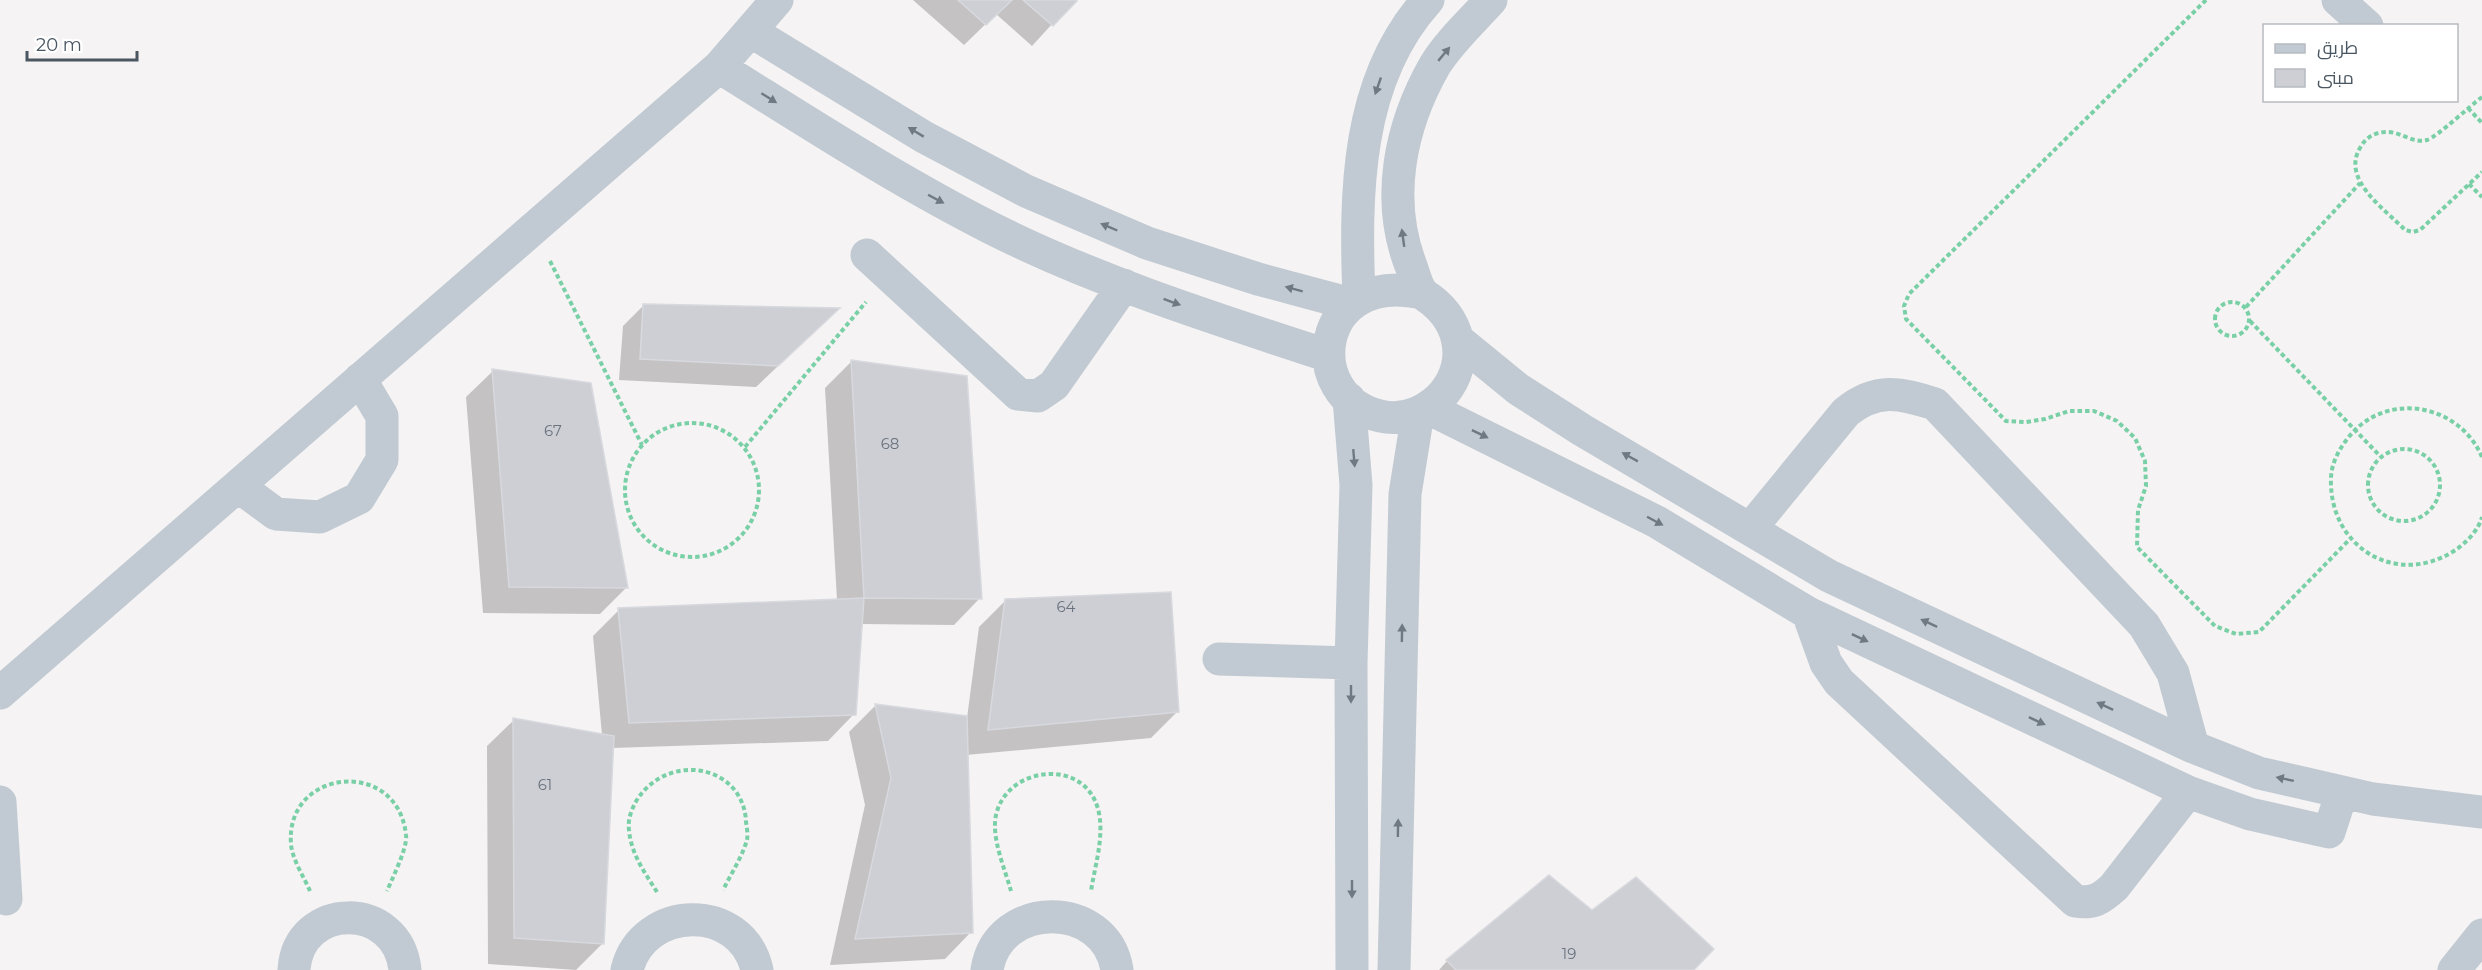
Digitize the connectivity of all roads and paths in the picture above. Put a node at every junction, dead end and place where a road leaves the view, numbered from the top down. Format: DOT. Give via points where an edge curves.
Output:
graph roads {
  1 [pos="777,0"];
  2 [pos="1428,0"];
  3 [pos="1491,0"];
  4 [pos="2205,0"];
  5 [pos="2338,0"];
  6 [pos="2365,24"];
  7 [pos="752,32"];
  8 [pos="719,67"];
  9 [pos="2482,97"];
  10 [pos="2468,108"];
  11 [pos="2482,123"];
  12 [pos="2482,172"];
  13 [pos="2360,183"];
  14 [pos="2469,184"];
  15 [pos="2482,197"];
  16 [pos="534,228"];
  17 [pos="878,264"];
  18 [pos="1124,285"];
  19 [pos="1422,293"];
  20 [pos="1355,301"];
  21 [pos="2246,307"];
  22 [pos="2250,321"];
  23 [pos="1458,340"];
  24 [pos="1329,356"];
  25 [pos="360,379"];
  26 [pos="1349,399"];
  27 [pos="1423,411"];
  28 [pos="2356,428"];
  29 [pos="642,445"];
  30 [pos="745,447"];
  31 [pos="2380,456"];
  32 [pos="2482,457"];
  33 [pos="238,486"];
  34 [pos="2482,517"];
  35 [pos="1750,529"];
  36 [pos="2351,538"];
  37 [pos="1808,613"];
  38 [pos="1219,659"];
  39 [pos="1351,663"];
  40 [pos="0,693"];
  41 [pos="2193,747"];
  42 [pos="2188,792"];
  43 [pos="2343,792"];
  44 [pos="0,802"];
  45 [pos="2482,812"];
  46 [pos="6,899"];
  47 [pos="675,920"];
  48 [pos="709,920"];
  49 [pos="324,923"];
  50 [pos="375,923"];
  51 [pos="1085,923"];
  52 [pos="1020,924"];
  53 [pos="2482,935"];
  54 [pos="294,970"];
  55 [pos="405,970"];
  56 [pos="627,970"];
  57 [pos="757,970"];
  58 [pos="987,970"];
  59 [pos="1117,970"];
  60 [pos="1352,970"];
  61 [pos="1394,970"];
  62 [pos="2454,970"];
  1 -- 7 [label="street"];
  2 -- 20 [label="street, one-way" via="1412,18 1385,65 1368,115"];
  19 -- 3 [label="street, one-way" via="1403,239 1397,200 1400,152 1414,106 1436,63"];
  4 -- 36 [label="path" via="1909,294 1904,313 2006,421 2026,422 2069,411 2094,411 2117,421 2135,438 2145,461 2146,478 2136,528 2137,547 2215,626 2236,633 2259,632"];
  5 -- 6 [label="street"];
  7 -- 8 [label="street"];
  20 -- 7 [label="street, one-way" via="1258,279 1147,243 1026,191 924,137"];
  8 -- 16 [label="street"];
  8 -- 18 [label="street, one-way" via="904,183 995,230"];
  9 -- 10 [label="path"];
  10 -- 11 [label="path"];
  10 -- 13 [label="path" via="2427,140 2388,131 2373,134 2355,158"];
  12 -- 14 [label="path"];
  13 -- 14 [label="path" via="2405,230 2413,232 2420,230"];
  13 -- 21 [label="path"];
  14 -- 15 [label="path"];
  16 -- 25 [label="street"];
  16 -- 29 [label="path"];
  17 -- 18 [label="street" via="1018,394 1038,396 1054,385"];
  17 -- 30 [label="path"];
  18 -- 24 [label="street, one-way"];
  19 -- 20 [label="street" via="1400,288 1379,290"];
  19 -- 23 [label="street" via="1445,312"];
  20 -- 24 [label="street" via="1338,319 1330,337"];
  21 -- 22 [label="path"];
  21 -- 22 [label="path" via="2234,300 2220,305 2214,317 2218,330 2230,337 2244,333"];
  22 -- 28 [label="path"];
  23 -- 27 [label="street" via="1455,377 1444,395"];
  35 -- 23 [label="street, one-way" via="1518,389"];
  24 -- 26 [label="street" via="1335,380"];
  25 -- 33 [label="street"];
  25 -- 33 [label="street" via="382,416 382,460 359,498 320,517 276,514"];
  26 -- 27 [label="street" via="1382,416 1400,418"];
  26 -- 39 [label="street, one-way" via="1356,485"];
  27 -- 37 [label="street, one-way" via="1657,522"];
  61 -- 27 [label="street, one-way" via="1405,494"];
  28 -- 31 [label="path"];
  28 -- 32 [label="path" via="2379,413 2406,407 2433,411 2457,424 2476,444"];
  28 -- 36 [label="path" via="2338,450 2330,476 2331,503 2342,529"];
  29 -- 30 [label="path" via="665,428 694,422 722,429"];
  29 -- 30 [label="path" via="628,469 624,497 633,524 651,545 677,557 705,557 731,546 751,526 760,500 758,472"];
  31 -- 31 [label="path" via="2367,478 2371,503 2390,520 2415,520 2436,504 2440,480 2428,457 2404,448"];
  33 -- 40 [label="street"];
  34 -- 36 [label="path" via="2463,545 2440,560 2413,566 2385,562 2361,550"];
  41 -- 35 [label="street, one-way" via="1829,576"];
  35 -- 41 [label="street" via="1846,412 1862,399 1887,393 1935,404 2144,625 2173,673"];
  37 -- 42 [label="street, one-way"];
  37 -- 42 [label="street" via="1827,663 1839,682 2075,901 2089,903 2103,897"];
  38 -- 39 [label="street"];
  39 -- 60 [label="street, one-way"];
  43 -- 41 [label="street, one-way" via="2259,774"];
  42 -- 43 [label="street" via="2250,814 2329,832"];
  43 -- 45 [label="street"];
  44 -- 46 [label="street"];
  47 -- 48 [label="street"];
  47 -- 48 [label="path" via="635,856 628,829 634,801 653,779 679,769 707,771 731,786 746,811 747,839"];
  47 -- 56 [label="street" via="646,937 635,950"];
  48 -- 57 [label="street" via="739,937"];
  49 -- 50 [label="street" via="358,918"];
  49 -- 50 [label="path" via="291,845 294,818 308,796 332,782 358,780 384,791 401,812 407,838"];
  49 -- 54 [label="street" via="309,933 299,948"];
  50 -- 55 [label="street" via="389,933 399,948"];
  51 -- 52 [label="street" via="1052,915"];
  51 -- 52 [label="path" via="1101,830 1098,807 1085,788 1066,776 1043,773 1022,780 1005,795 996,816 997,839"];
  51 -- 59 [label="street" via="1109,947"];
  52 -- 58 [label="street" via="995,947"];
  53 -- 62 [label="street"];
}
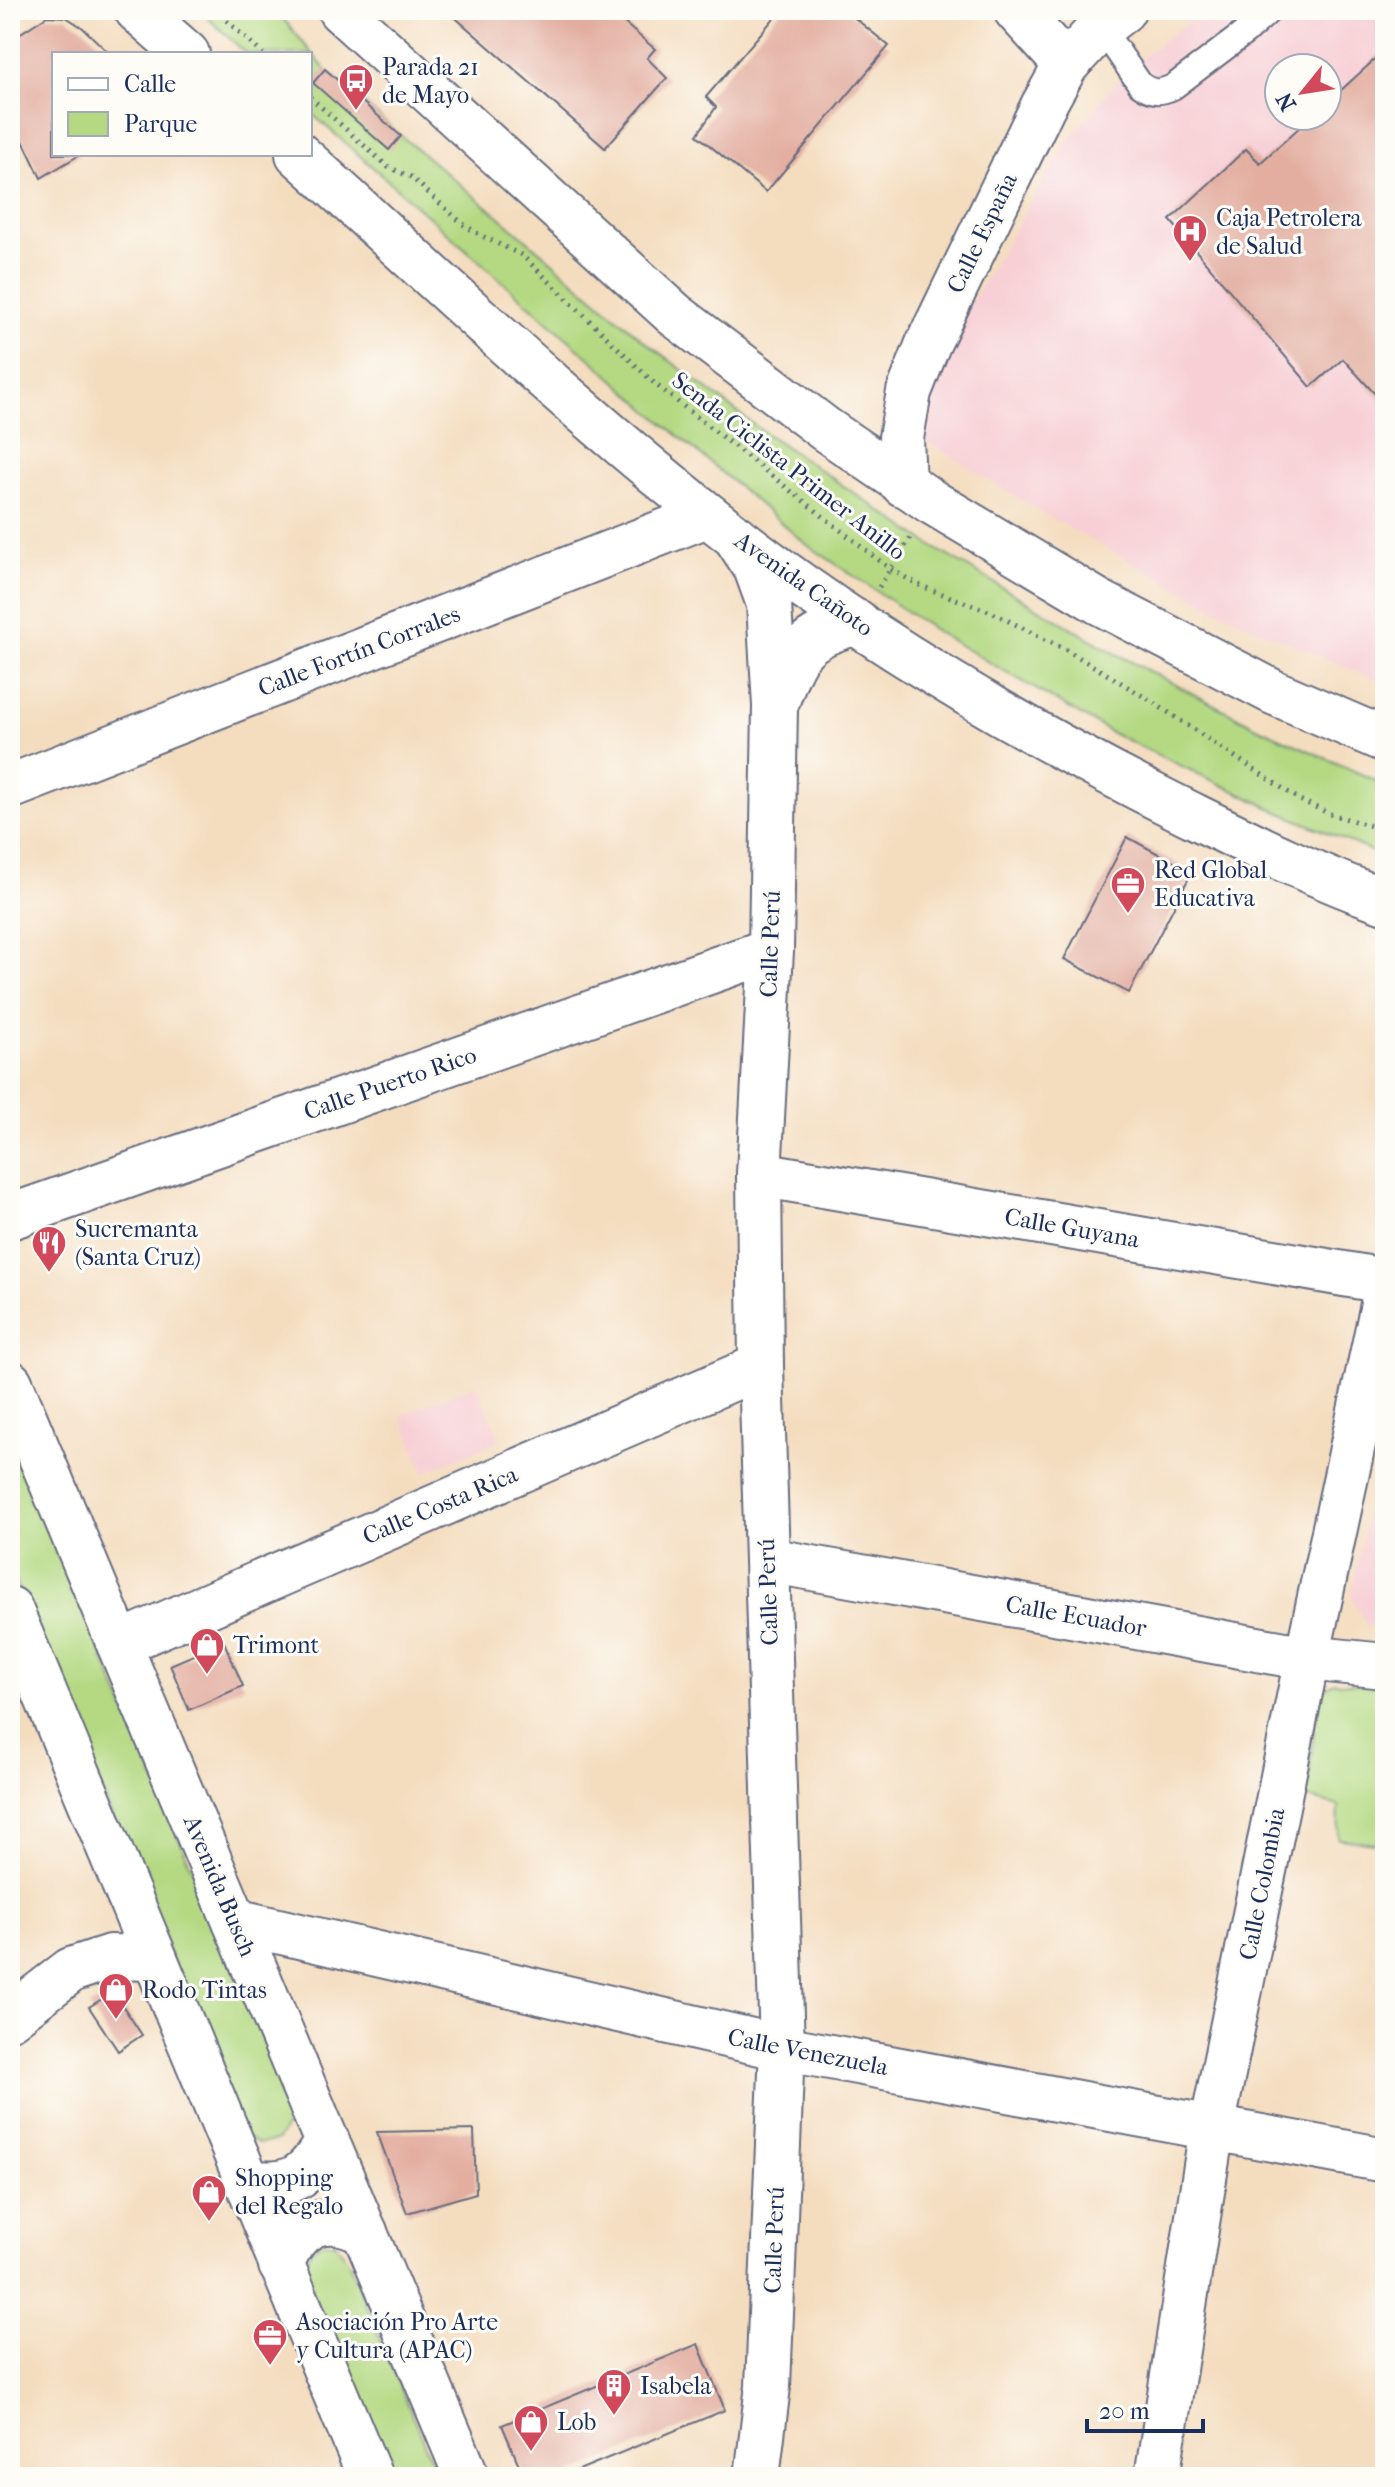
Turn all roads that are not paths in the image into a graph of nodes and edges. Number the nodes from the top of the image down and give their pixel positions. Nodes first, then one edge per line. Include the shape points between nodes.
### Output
1 (137, 10) edge
2 (340, 10) edge
3 (1016, 10) edge
4 (1270, 10) edge
5 (1112, 18) edge
6 (185, 52) edge
7 (1066, 65) junction
8 (300, 156) edge
9 (903, 484) junction
10 (721, 526) junction
11 (867, 606) junction
12 (775, 706) junction
13 (1385, 740) edge
14 (10, 787) edge
15 (1385, 901) edge
16 (771, 950) junction
17 (759, 1174) junction
18 (10, 1217) edge
19 (1385, 1281) edge
20 (1385, 1295) edge
21 (761, 1366) junction
22 (10, 1383) edge
23 (24, 1440) edge
24 (768, 1560) junction
25 (10, 1609) edge
26 (119, 1644) junction
27 (1307, 1658) junction
28 (1385, 1666) edge
29 (235, 1921) junction
30 (154, 1958) junction
31 (10, 2017) edge
32 (782, 2048) junction
33 (1212, 2128) junction
34 (327, 2141) junction
35 (1385, 2160) edge
36 (247, 2182) junction
37 (365, 2232) junction
38 (281, 2265) junction
39 (370, 2477) edge
40 (467, 2477) edge
41 (757, 2477) edge
42 (1157, 2477) edge

1 - 6 street
2 - 9 street via 674,314
3 - 7 street
4 - 5 lane via 1161,92 1140,84
5 - 7 street, Calle España
7 - 9 street, Calle España via 909,392 901,438
8 - 10 street, Avenida Cañoto via 559,389
9 - 13 street via 1099,602 1273,692
10 - 11 street, Avenida Cañoto
10 - 12 street, Calle Perú via 756,568 769,604
10 - 14 street, Calle Fortín Corrales
11 - 12 street, Calle Perú via 806,644 789,667
11 - 15 street, Avenida Cañoto via 980,700 1106,772
12 - 16 street, Calle Perú
16 - 17 street, Calle Perú
16 - 18 street, Calle Puerto Rico
17 - 19 street, Calle Guyana
17 - 21 street, Calle Perú
20 - 27 street, Calle Colombia
21 - 24 street, Calle Perú
21 - 26 street, Calle Costa Rica
22 - 23 street, Avenida Busch
23 - 26 street, Avenida Busch
24 - 27 street, Calle Ecuador
24 - 32 street, Calle Perú
25 - 30 street
26 - 29 street, Avenida Busch
27 - 28 street, Calle Ecuador
27 - 33 street, Calle Colombia
29 - 32 street, Calle Venezuela
29 - 34 street, Avenida Busch
30 - 31 street via 110,1957 71,1970
30 - 36 street
32 - 33 street, Calle Venezuela
32 - 41 street, Calle Perú via 768,2386
33 - 35 street, Calle Venezuela
33 - 42 street, Calle Colombia
34 - 36 street via 315,2163 296,2179 272,2186
34 - 37 street, Avenida Busch
36 - 38 street
37 - 38 street via 346,2222 324,2221 304,2229 289,2244
37 - 40 street, Avenida Busch
38 - 39 street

> **ACTIVITY**
Keep only those lines of the records that hold "Avenida", and return them.

> **ANSWER TO THIS PROBLEM**
8 - 10 street, Avenida Cañoto via 559,389
10 - 11 street, Avenida Cañoto
11 - 15 street, Avenida Cañoto via 980,700 1106,772
22 - 23 street, Avenida Busch
23 - 26 street, Avenida Busch
26 - 29 street, Avenida Busch
29 - 34 street, Avenida Busch
34 - 37 street, Avenida Busch
37 - 40 street, Avenida Busch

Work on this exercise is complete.